Drohung des Anwalts mit Mandatsniederlegung zur Unzeit
Eine Mandatskündigung bzw. Mandatsniederlegung seitens des Anwalts kommt aus den unterschiedlichsten Gründen in Betracht. Neben der hartnäckigen Weigerung des Mandanten, die in Rechnung gestellten Kosten zu begleichen, kann das Vertrauensverhältnis zwischen Anwalt und Mandant im Laufe des Mandats Schaden nehmen, etwa durch lückenhafte Informationen seitens des Mandanten, durch unrealistische Vorstellungen des Mandanten über seine vermeintlichen Rechte oder auch durch eine während des Mandats auftretende Interessenkollision. Bei der Kündigung des Mandatsverhältnisses hat der Anwalt einige wichtige Regeln zu beachten, um mögliche Haftungsrisiken auszuschließen.

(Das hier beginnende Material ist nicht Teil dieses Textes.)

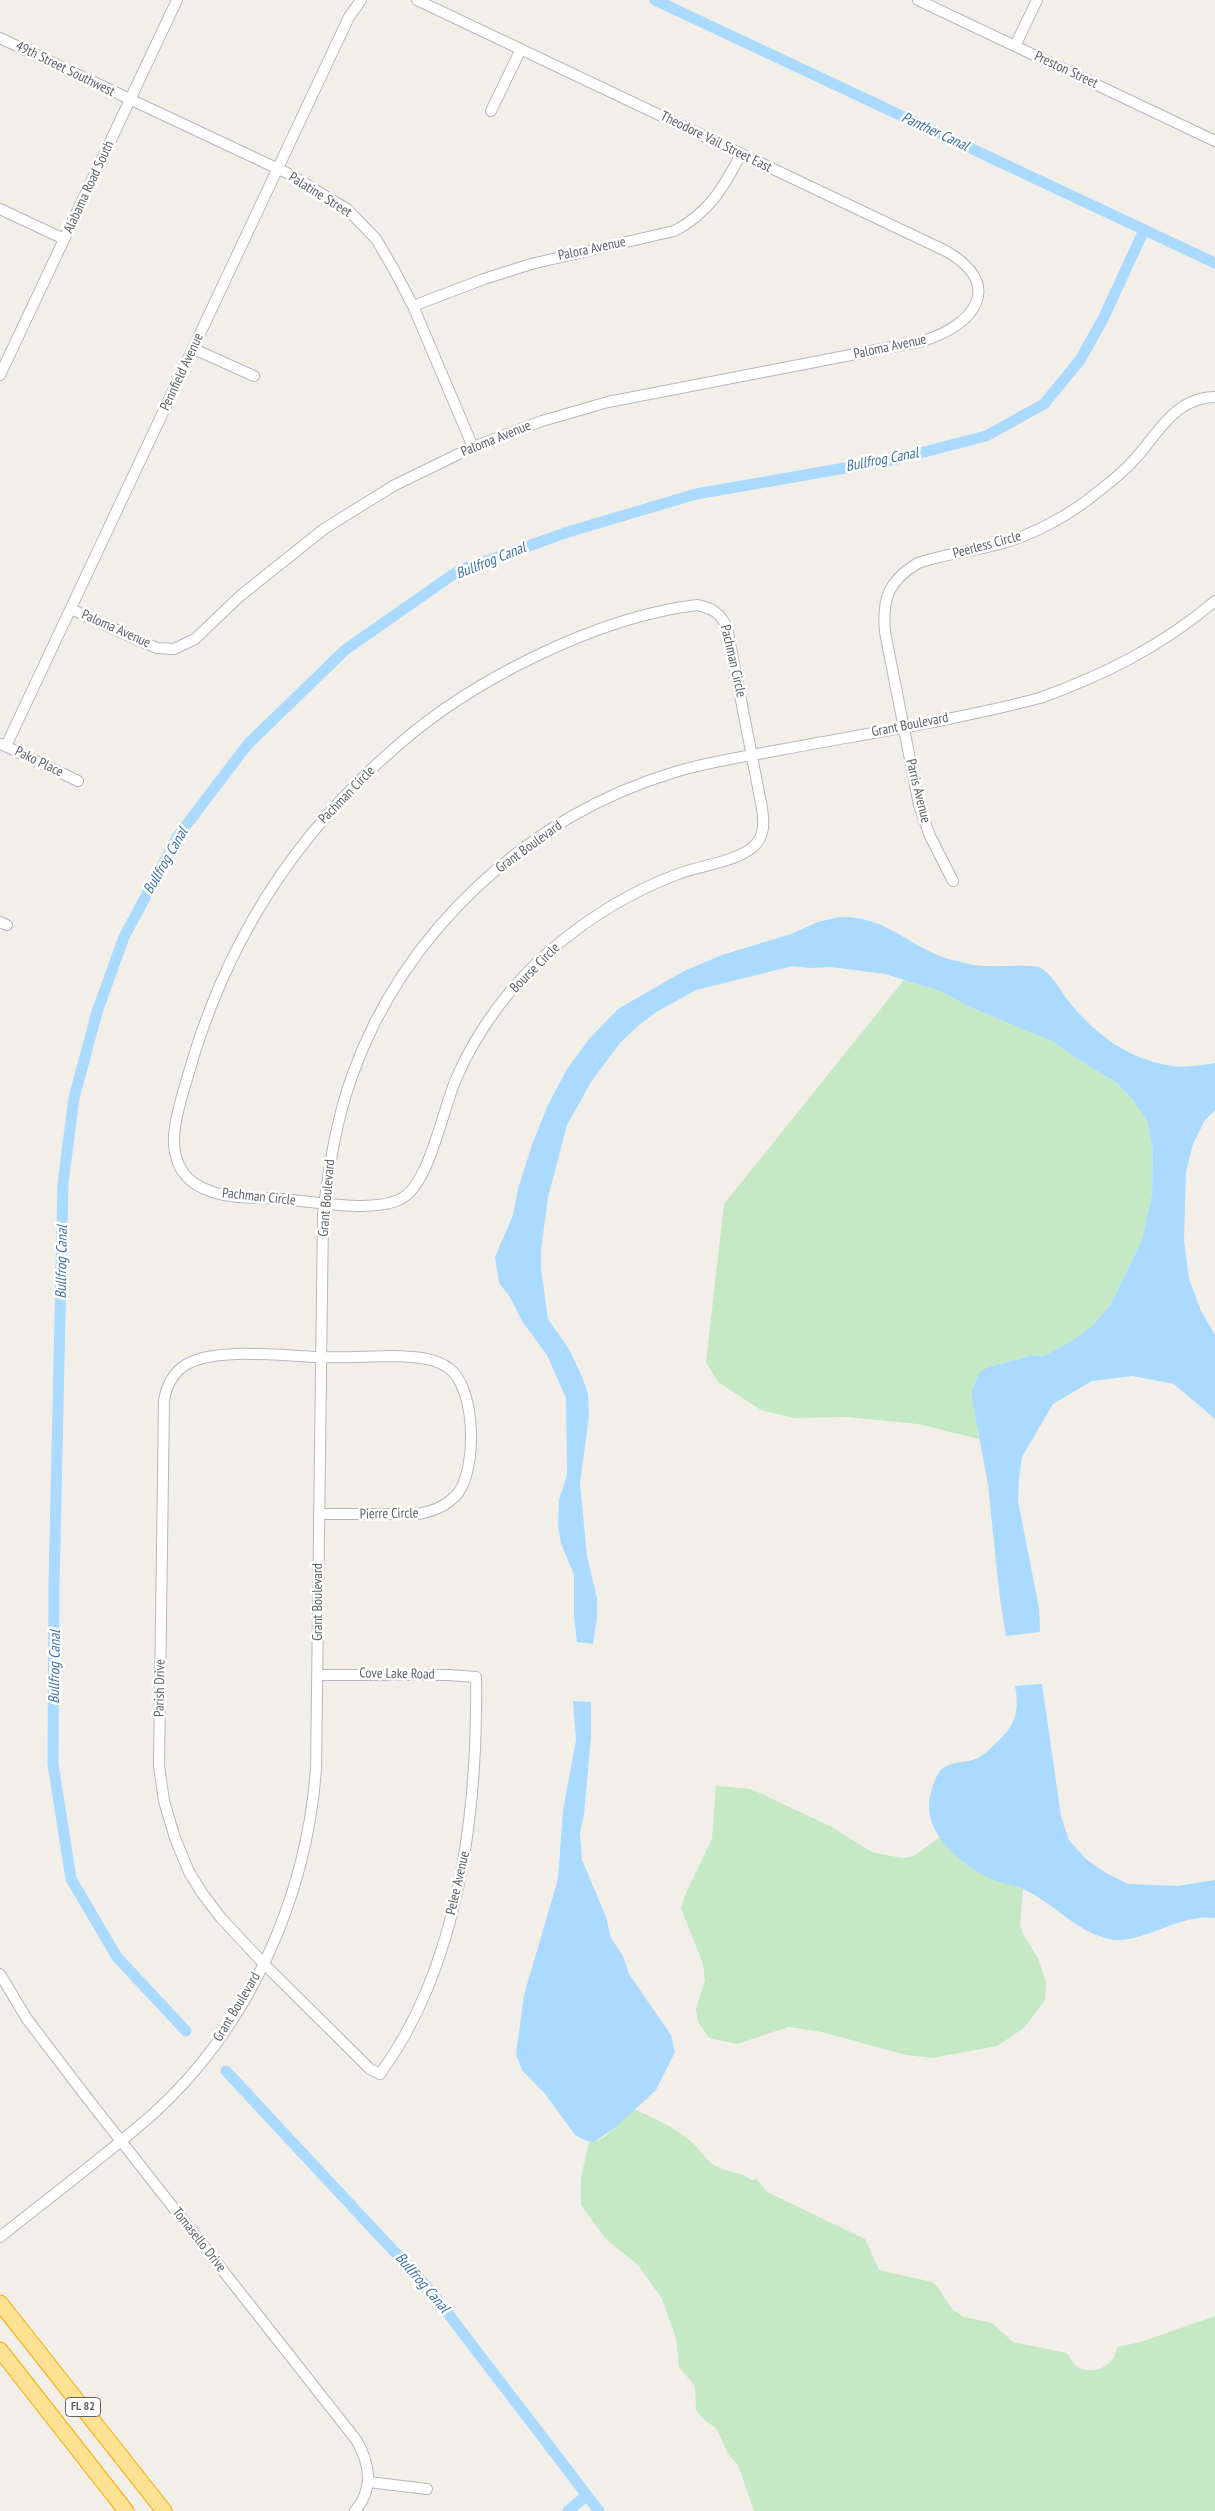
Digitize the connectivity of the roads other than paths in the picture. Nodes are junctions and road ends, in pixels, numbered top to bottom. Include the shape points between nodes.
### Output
1 (177, 0) edge
2 (361, 0) edge
3 (417, 0) edge
4 (918, 0) edge
5 (1037, 0) edge
6 (0, 38) edge
7 (1015, 46) junction
8 (521, 49) junction
9 (130, 100) junction
10 (491, 111) dead end
11 (1215, 141) edge
12 (741, 154) junction
13 (278, 170) junction
14 (0, 209) edge
15 (64, 239) junction
16 (413, 306) junction
17 (973, 311) joint
18 (194, 349) junction
19 (0, 375) edge
20 (254, 376) dead end
21 (1215, 397) edge
22 (472, 448) junction
23 (1215, 602) edge
24 (71, 609) junction
25 (904, 726) junction
26 (3, 745) edge
27 (753, 755) junction
28 (78, 781) dead end
29 (953, 882) dead end
30 (324, 1203) junction
31 (321, 1357) junction
32 (320, 1514) junction
33 (319, 1675) junction
34 (476, 1677) joint
35 (263, 1963) junction
36 (0, 1974) edge
37 (380, 2074) joint
38 (121, 2140) junction
39 (0, 2237) edge
40 (0, 2304) edge
41 (0, 2350) edge
42 (370, 2482) junction
43 (427, 2489) dead end
44 (126, 2511) edge
45 (164, 2511) edge
46 (355, 2511) edge

1 - 9 street, Alabama Road South
2 - 13 street, Pennfield Avenue via 349,17
3 - 8 street, Theodore Vail Street East
4 - 7 street, Preston Street
5 - 7 street
6 - 9 street, 49th Street Southwest
7 - 11 street, Preston Street
8 - 10 street
8 - 12 street, Theodore Vail Street East
9 - 13 street, Palatine Street
9 - 15 street, Alabama Road South
12 - 16 street, Palora Avenue via 708,207 674,231 548,259 484,278
12 - 17 street, Theodore Vail Street East via 960,259 970,267 977,280 978,296
13 - 16 street, Palatine Street via 330,198 362,222 376,239
13 - 18 street, Pennfield Avenue
14 - 15 street
15 - 19 street, Alabama Road South
16 - 22 street, Palatine Street
17 - 22 street, Paloma Avenue via 951,330 923,341 608,402 542,421
18 - 20 street
18 - 24 street, Pennfield Avenue
21 - 25 street, Peerless Circle via 1191,402 1178,409 1166,419 1133,461 1100,491 1069,512 1019,537 930,559 904,572 888,594 884,618
22 - 24 street, Paloma Avenue via 385,490 324,529 240,596 194,639 174,649 157,648
23 - 25 street, Grant Boulevard via 1143,653 1083,682 1015,704
24 - 26 street, Pennfield Avenue
25 - 27 street, Grant Boulevard
25 - 29 street, Parris Avenue via 918,805
26 - 28 street, Pako Place
27 - 30 street, Grant Boulevard via 672,773 601,801 552,827 512,857 457,906 408,967 368,1036 342,1108 331,1152
27 - 30 street, Bourse Circle via 764,823 762,835 755,846 742,854 641,889 613,904 550,950 512,990 472,1047 456,1078 426,1167 410,1193 400,1200 374,1207
27 - 30 street, Pachman Circle via 727,628 722,616 696,605 615,625 555,647 498,676 419,728 344,794 282,871 243,934 201,1031 180,1102 174,1139 175,1154 181,1168 201,1188 232,1196
30 - 31 street, Grant Boulevard
31 - 32 street, Grant Boulevard
31 - 32 street, Pierre Circle via 395,1356 437,1362 451,1370 465,1391 470,1428 464,1480 459,1492 448,1503 434,1511 390,1515
31 - 35 street, Parish Drive via 225,1355 196,1359 172,1378 164,1401 159,1766 164,1801 175,1838 198,1886 221,1918
32 - 33 street, Grant Boulevard
33 - 34 street, Cove Lake Road
33 - 35 street, Grant Boulevard via 314,1788 305,1846 284,1917
34 - 37 street, Pelee Avenue via 472,1803 461,1875 445,1936 422,1998 398,2050
35 - 37 street, Parish Drive via 370,2069
35 - 38 street, Grant Boulevard via 240,2006 207,2055 173,2094
36 - 38 street, Tomasello Drive via 27,2019
38 - 39 street, Grant Boulevard
38 - 42 street, Tomasello Drive via 356,2440 367,2463
40 - 45 highway, FL 82
41 - 44 highway, FL 82
42 - 43 street
42 - 46 street

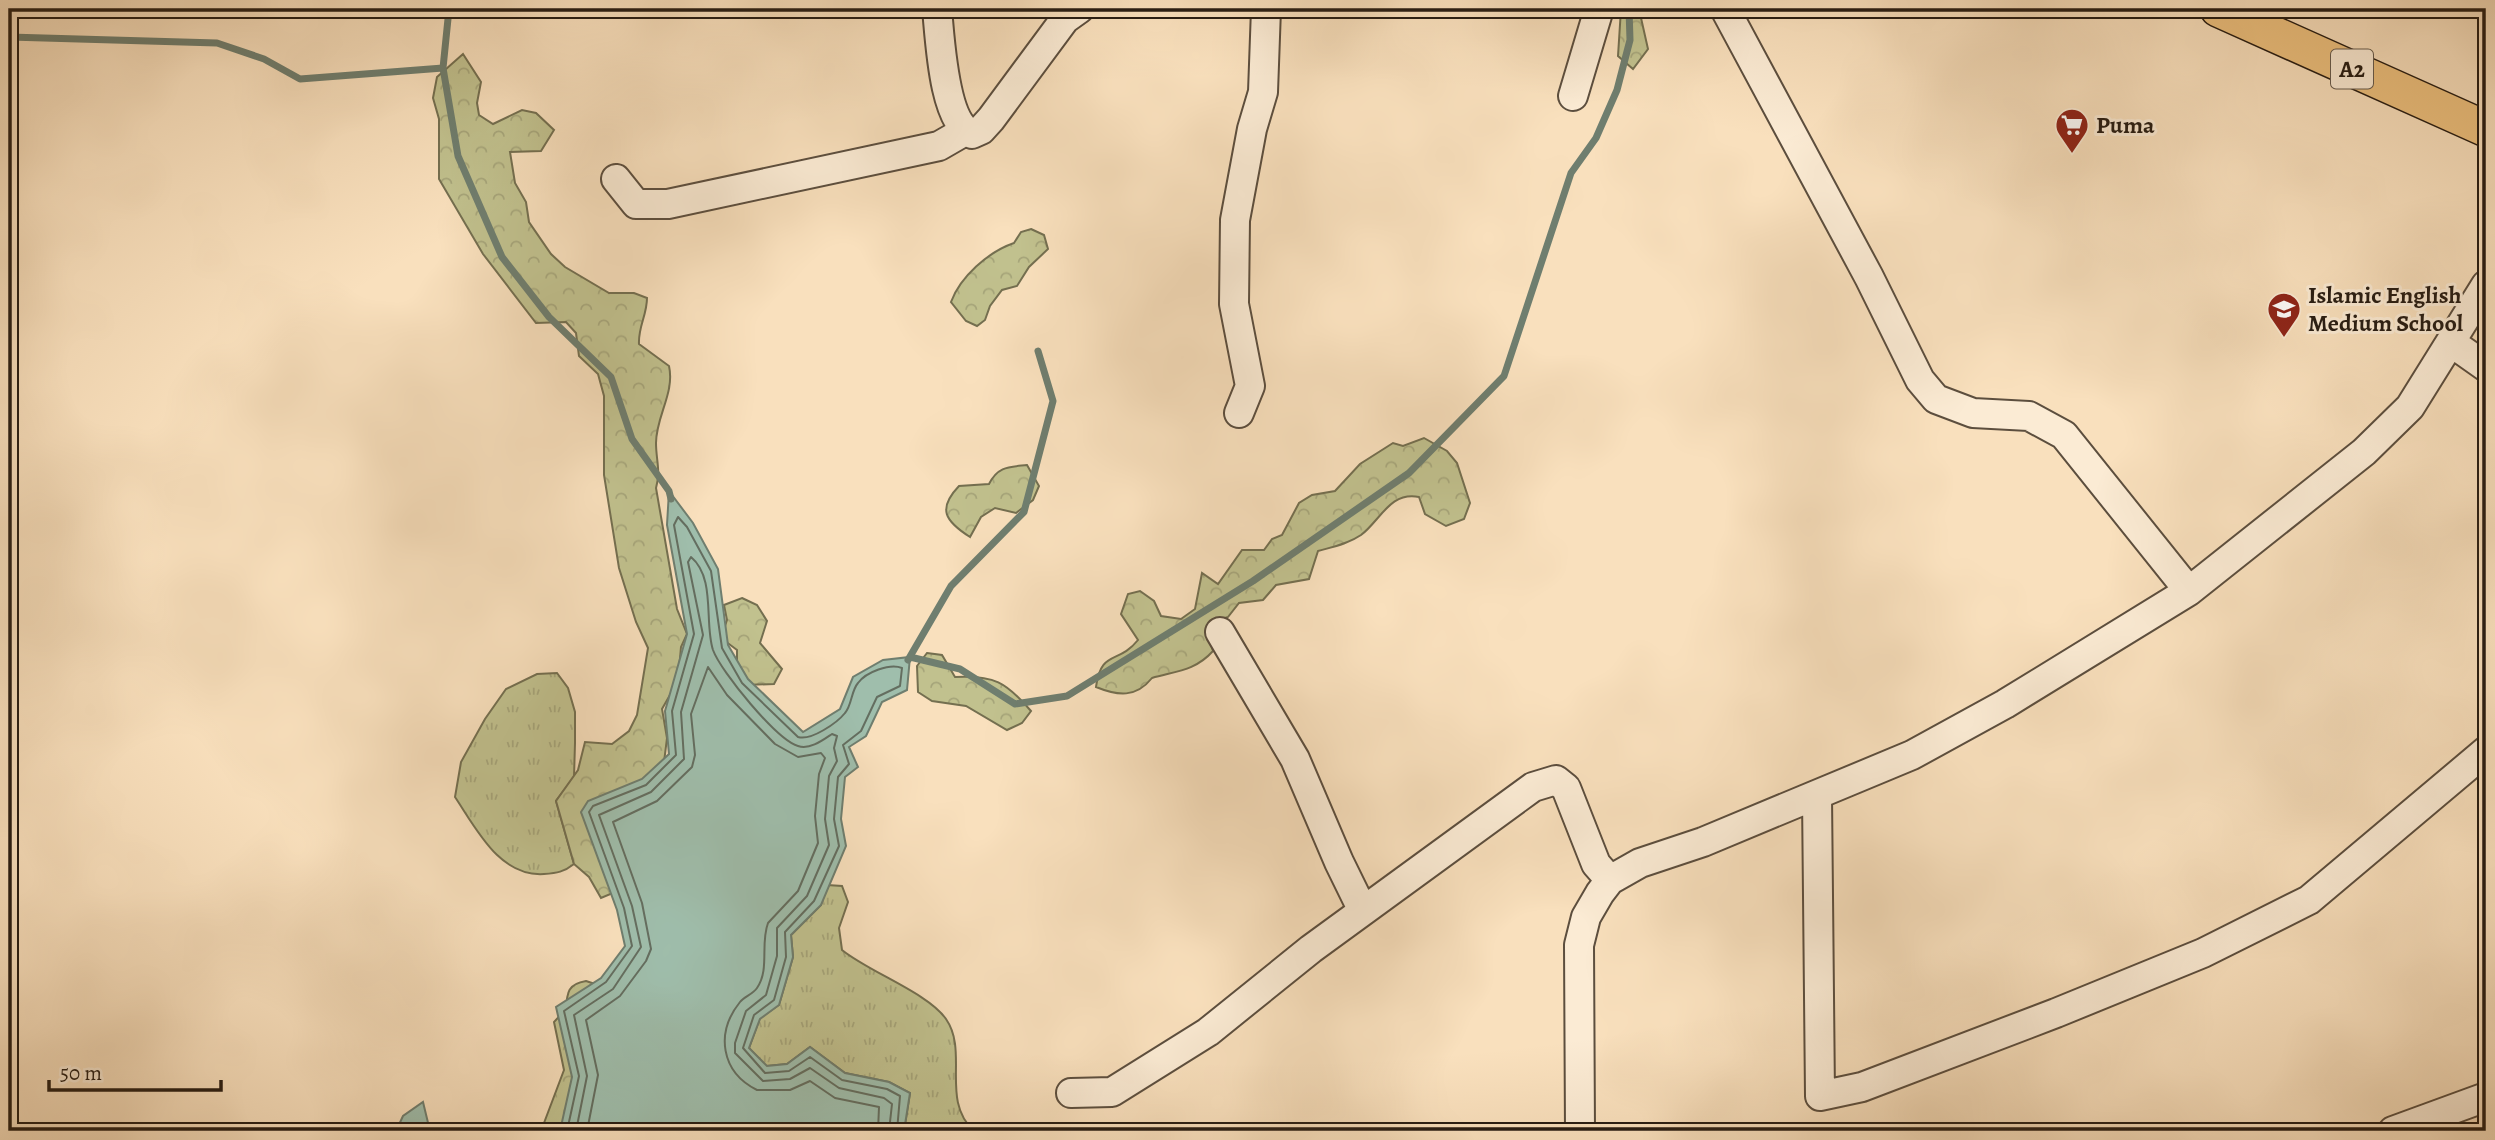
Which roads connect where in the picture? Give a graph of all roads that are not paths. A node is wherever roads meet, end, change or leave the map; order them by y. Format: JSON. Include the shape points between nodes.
{"nodes":[{"id":1,"x":937,"y":9,"type":"edge"},
{"id":2,"x":1079,"y":9,"type":"edge"},
{"id":3,"x":1266,"y":9,"type":"edge"},
{"id":4,"x":1599,"y":9,"type":"edge"},
{"id":5,"x":1725,"y":9,"type":"edge"},
{"id":6,"x":2218,"y":9,"type":"edge"},
{"id":7,"x":1573,"y":96,"type":"dead end"},
{"id":8,"x":2486,"y":129,"type":"edge"},
{"id":9,"x":965,"y":131,"type":"junction"},
{"id":10,"x":616,"y":179,"type":"dead end"},
{"id":11,"x":2486,"y":285,"type":"edge"},
{"id":12,"x":2452,"y":343,"type":"junction"},
{"id":13,"x":2486,"y":367,"type":"edge"},
{"id":14,"x":1239,"y":413,"type":"dead end"},
{"id":15,"x":2189,"y":591,"type":"junction"},
{"id":16,"x":1220,"y":632,"type":"dead end"},
{"id":17,"x":2486,"y":751,"type":"edge"},
{"id":18,"x":1816,"y":796,"type":"junction"},
{"id":19,"x":1610,"y":880,"type":"junction"},
{"id":20,"x":1363,"y":911,"type":"junction"},
{"id":21,"x":1071,"y":1093,"type":"dead end"},
{"id":22,"x":2486,"y":1097,"type":"edge"},
{"id":23,"x":1580,"y":1131,"type":"edge"},
{"id":24,"x":2393,"y":1131,"type":"edge"}],
"edges":[{"from":1,"to":9,"type":"street","via":[[954,114]]},
{"from":2,"to":9,"type":"street","via":[[1065,19],[981,130]]},
{"from":3,"to":14,"type":"street","via":[[1263,92],[1235,220],[1234,304],[1250,386]]},
{"from":4,"to":7,"type":"street"},
{"from":5,"to":15,"type":"street","via":[[1920,380],[1936,399],[1973,413],[2029,416],[2064,435]]},
{"from":6,"to":8,"type":"main road","number":"A2"},
{"from":9,"to":10,"type":"street","via":[[939,146],[668,204],[636,204]]},
{"from":11,"to":12,"type":"street"},
{"from":12,"to":13,"type":"street"},
{"from":12,"to":15,"type":"street","via":[[2410,407],[2364,452]]},
{"from":15,"to":18,"type":"street","via":[[2005,704],[1912,755]]},
{"from":16,"to":20,"type":"street","via":[[1295,759]]},
{"from":17,"to":18,"type":"street","via":[[2309,900],[2203,953],[2056,1013],[1862,1087],[1820,1096]]},
{"from":18,"to":19,"type":"street","via":[[1640,863]]},
{"from":19,"to":20,"type":"street","via":[[1596,863],[1566,788],[1556,780],[1545,781]]},
{"from":19,"to":23,"type":"street","via":[[1586,917],[1579,945]]},
{"from":20,"to":21,"type":"street","via":[[1208,1032],[1112,1092]]},
{"from":22,"to":24,"type":"street"}]}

Grundsatz: Mandatskündigung ist jederzeit möglich
Für den Anwaltsvertrag gilt der Grundsatz: Eine – auch fristlose – Kündigung des Mandats ist jederzeit möglich. Das Vorliegen eines wichtigen Grundes gemäß § 627 Abs. 1 BGB ist nicht erforderlich. Da es sich bei der Anwaltstätigkeit um sogenannte Dienste höherer Art handelt, deren Grundlage immer ein besonderes Vertrauensverhältnis ist, kann der Anwalt den Anwaltsvertrag jederzeit kündigen, ohne dass besondere Gründe für diesen Schritt dargelegt werden müssten. Eine Einschränkung gilt gemäß § 627 Abs. 2 BGB allerdings insoweit, als die Kündigung nicht zur Unzeit erfolgen darf.
Kündigung zur Unzeit kann Anwaltsregress nach sich ziehen
Zu der Frage, wann eine Kündigung zur Unzeit erfolgt ist, existieren einige wenige gerichtliche Entscheidungen. Zur Unzeit erfolgt ist eine Kündigung im Anwaltsverhältnis z. B. kurzzeitig vor einem Gerichtstermin oder unmittelbar vor Ablauf einer wichtigen Frist (BGH, Urteil v. 7.2.2013, IX ZR 138/11). Durch die Erklärung der Kündigung zur Unzeit wird die Kündigung als solche nicht unwirksam, die Folge sind vielmehr mögliche Schadensersatzansprüche des Mandanten hinsichtlich der für ihn durch die Kündigung entstandenen negativen Folgen. Bei der Beurteilung eines Mandantenregress kommt es auf die Gesamtumstände der Kündigung an. Soweit für den Anwalt ein wichtiger Grund für die Kündigung gegeben war, kann dies ihn vor möglichen Regressansprüchen schützen, wenn er die nachfolgenden Regeln beachtet hat.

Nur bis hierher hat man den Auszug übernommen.